#### PROVIDED DATA:
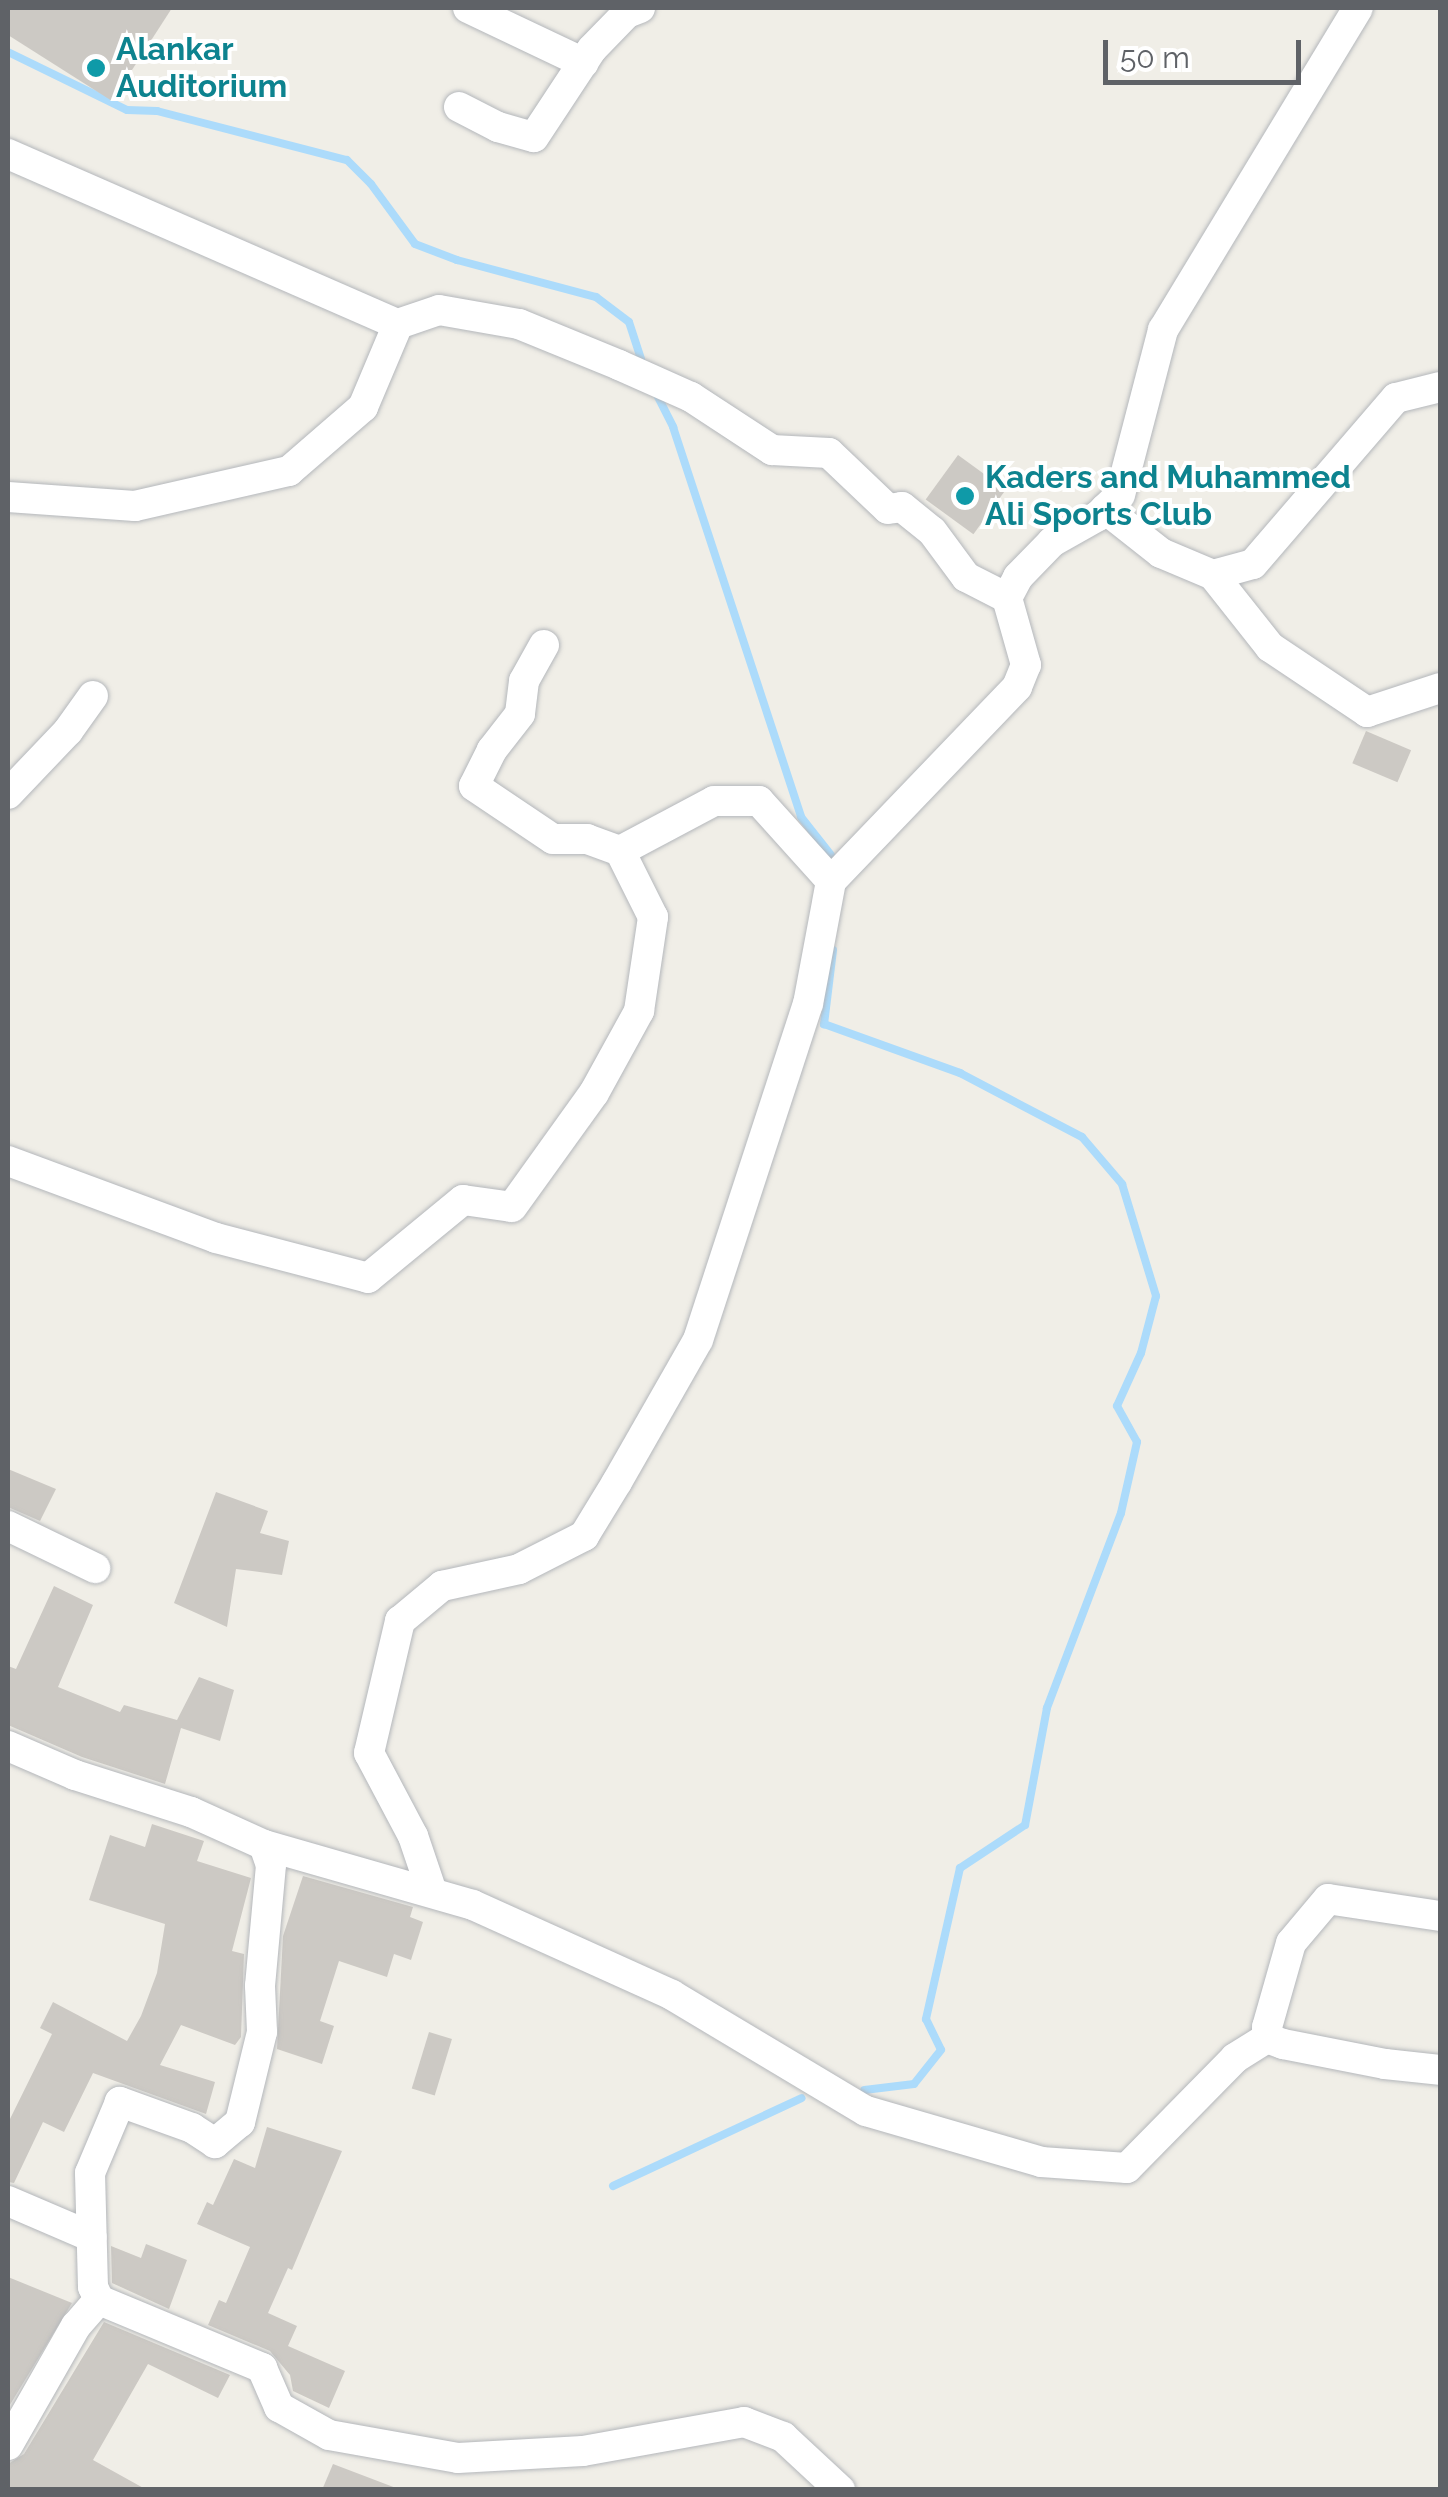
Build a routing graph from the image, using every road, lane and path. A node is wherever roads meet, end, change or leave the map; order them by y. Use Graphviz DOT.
graph roads {
  1 [pos="468,8"];
  2 [pos="640,8"];
  3 [pos="1358,8"];
  4 [pos="584,63"];
  5 [pos="460,106"];
  6 [pos="8,154"];
  7 [pos="398,324"];
  8 [pos="1440,387"];
  9 [pos="8,497"];
  10 [pos="1105,509"];
  11 [pos="1213,574"];
  12 [pos="1007,598"];
  13 [pos="544,644"];
  14 [pos="1440,688"];
  15 [pos="93,696"];
  16 [pos="8,794"];
  17 [pos="620,851"];
  18 [pos="831,880"];
  19 [pos="8,1161"];
  20 [pos="8,1526"];
  21 [pos="95,1568"];
  22 [pos="8,1746"];
  23 [pos="264,1846"];
  24 [pos="432,1892"];
  25 [pos="1440,1916"];
  26 [pos="1267,2038"];
  27 [pos="1440,2070"];
  28 [pos="8,2201"];
  29 [pos="92,2237"];
  30 [pos="100,2300"];
  31 [pos="8,2445"];
  32 [pos="840,2490"];
  1 -- 4 [label="street"];
  2 -- 4 [label="street"];
  3 -- 10 [label="street"];
  4 -- 5 [label="street"];
  6 -- 7 [label="street"];
  7 -- 9 [label="street"];
  7 -- 12 [label="street"];
  8 -- 11 [label="street"];
  10 -- 11 [label="street"];
  10 -- 12 [label="street"];
  11 -- 14 [label="street"];
  12 -- 18 [label="street"];
  13 -- 17 [label="street"];
  15 -- 16 [label="street"];
  17 -- 18 [label="street"];
  17 -- 19 [label="street"];
  18 -- 24 [label="street"];
  20 -- 21 [label="street"];
  22 -- 23 [label="street"];
  23 -- 24 [label="street"];
  23 -- 29 [label="street"];
  24 -- 26 [label="street"];
  25 -- 26 [label="street"];
  26 -- 27 [label="street"];
  28 -- 29 [label="street"];
  29 -- 30 [label="street"];
  30 -- 31 [label="street"];
  30 -- 32 [label="street"];
}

#### REQUIREMENT:
Return each entry exactly as given. Leave the images out.

#### EXERCISE RESPONSE:
Build a routing graph from the image, using every road, lane and path. A node is wherever roads meet, end, change or leave the map; order them by y. Use Graphviz DOT.
graph roads {
  1 [pos="468,8"];
  2 [pos="640,8"];
  3 [pos="1358,8"];
  4 [pos="584,63"];
  5 [pos="460,106"];
  6 [pos="8,154"];
  7 [pos="398,324"];
  8 [pos="1440,387"];
  9 [pos="8,497"];
  10 [pos="1105,509"];
  11 [pos="1213,574"];
  12 [pos="1007,598"];
  13 [pos="544,644"];
  14 [pos="1440,688"];
  15 [pos="93,696"];
  16 [pos="8,794"];
  17 [pos="620,851"];
  18 [pos="831,880"];
  19 [pos="8,1161"];
  20 [pos="8,1526"];
  21 [pos="95,1568"];
  22 [pos="8,1746"];
  23 [pos="264,1846"];
  24 [pos="432,1892"];
  25 [pos="1440,1916"];
  26 [pos="1267,2038"];
  27 [pos="1440,2070"];
  28 [pos="8,2201"];
  29 [pos="92,2237"];
  30 [pos="100,2300"];
  31 [pos="8,2445"];
  32 [pos="840,2490"];
  1 -- 4 [label="street"];
  2 -- 4 [label="street"];
  3 -- 10 [label="street"];
  4 -- 5 [label="street"];
  6 -- 7 [label="street"];
  7 -- 9 [label="street"];
  7 -- 12 [label="street"];
  8 -- 11 [label="street"];
  10 -- 11 [label="street"];
  10 -- 12 [label="street"];
  11 -- 14 [label="street"];
  12 -- 18 [label="street"];
  13 -- 17 [label="street"];
  15 -- 16 [label="street"];
  17 -- 18 [label="street"];
  17 -- 19 [label="street"];
  18 -- 24 [label="street"];
  20 -- 21 [label="street"];
  22 -- 23 [label="street"];
  23 -- 24 [label="street"];
  23 -- 29 [label="street"];
  24 -- 26 [label="street"];
  25 -- 26 [label="street"];
  26 -- 27 [label="street"];
  28 -- 29 [label="street"];
  29 -- 30 [label="street"];
  30 -- 31 [label="street"];
  30 -- 32 [label="street"];
}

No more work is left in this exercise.